In neighboring Kenya, Clinton and Ahmed will discuss a so-called political road map that includes a deadline to elect a new Somali parliament, speaker and president by Aug. 20. She was to arrive on Saturday, according to the U.S. Embassy in Nairobi.

She is also expected to meet with Kenyan President Mwai Kibaki in Nairobi, the capital, to appeal for fair and peaceful elections set for March 2013. It will be the first poll since allegations of ballot fraud in a December 2007 vote set off two months of ethnic and political clashes that killed about 1,100 people and paralyzed East Africa's largest economy.

East Africa is becoming a more favored destination for investment and a potential source of energy supplies for the U.S., Mwangi Kimenyi, director of the Africa Growth Initiative at the Brookings Institution, said by phone from Aspen, Colo., this week. Uganda is expected to start pumping its first crude this year, while Kenya discovered oil for the first time in March.

"There is increasing commercial interest in East Africa from the U.S., which sees its national security interests tied to securing energy supplies," Kimenyi said.

U.S. oil and gas companies are increasingly taking on acreage in East Africa. Houston-based Marathon Oil Corp. paid $35 million to Africa Oil Corp. for stakes in two Kenyan prospects last month, while Anadarko Petroleum Corp., also based in Houston, has made the decade's biggest gas discovery off Mozambique and has rights to explore off Kenya's coast.

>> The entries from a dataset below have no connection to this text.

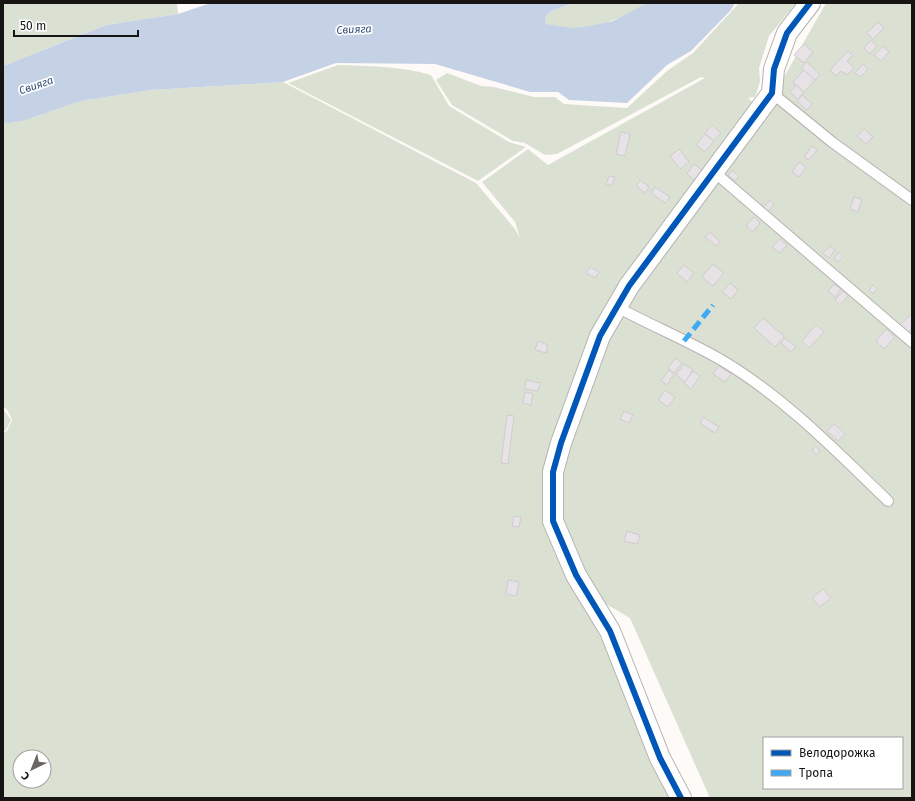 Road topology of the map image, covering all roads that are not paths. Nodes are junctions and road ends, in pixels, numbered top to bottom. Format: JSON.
{"nodes":[{"id":1,"x":810,"y":3,"type":"edge"},
{"id":2,"x":772,"y":92,"type":"junction"},
{"id":3,"x":713,"y":171,"type":"junction"},
{"id":4,"x":912,"y":200,"type":"edge"},
{"id":5,"x":617,"y":307,"type":"junction"},
{"id":6,"x":912,"y":342,"type":"edge"},
{"id":7,"x":888,"y":501,"type":"dead end"},
{"id":8,"x":681,"y":798,"type":"edge"}],
"edges":[{"from":1,"to":2,"type":"street"},
{"from":2,"to":3,"type":"street"},
{"from":2,"to":4,"type":"lane"},
{"from":3,"to":5,"type":"street"},
{"from":3,"to":6,"type":"lane"},
{"from":5,"to":7,"type":"lane"},
{"from":5,"to":8,"type":"street"}]}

In South Sudan, which marked a year of independence from Sudan on July 9, Clinton is to meet President Salva Kiir Sunday to discuss topics including "security, oil and citizenship," State Department spokeswoman Victoria Nuland said this week.

Hostilities escalated in April as troops from South Sudan occupied the Heglig oilfield, which is claimed by both, driving the two countries to the edge of war. Even though South Sudan withdrew after 10 days, the United Nations Security Council threatened to impose sanctions if differences over oil transit fees, borders and security weren't settled this week.

In Uganda, Clinton was to urge President Yoweri Museveni to strengthen democracy and human rights, while acknowledging the country's role in boosting security including trying to hunt down warlord Joseph Kony's Lord's Resistance Army, Nuland said. Uganda was also the first country to offer troops for the African Union force in Somalia, and the U.S.-sponsored training and equipment.

The U.S. last year deployed 100 soldiers to help Uganda and neighboring armies find the LRA fighters, who also roam across South Sudan, the Central African Republic and the Democratic Republic of Congo.

After a visit to Malawi and President Joyce Banda, Clinton was to travel to sub-Saharan Africa's largest economy where she will pay tribute to former South African president and anti-apartheid hero Nelson Mandela, who turned 94 on July 18.

"South Africa is a key player in terms of governance, economic and humanitarian interests, peace and security," Anne Fruhauf, an Africa analyst with Eurasia Group in London, said in an e-mailed response to questions this week. "Its recent win of the African Union presidency only reinforces this."

Clinton cited Senegal as a beacon of democracy in Africa during a speech in the capital, Dakar, this week. Abdoulaye Wade, who ran for a third term in March presidential elections, which opponents said violated the country's constitution, conceded defeat to challenger Macky Sall.

Clinton is to attend the state funeral of Ghanaian President John Atta Mills on the final stop of her African tour, the British Broadcasting Corp. reported this week. Mills died on July 24 in Accra, the capital.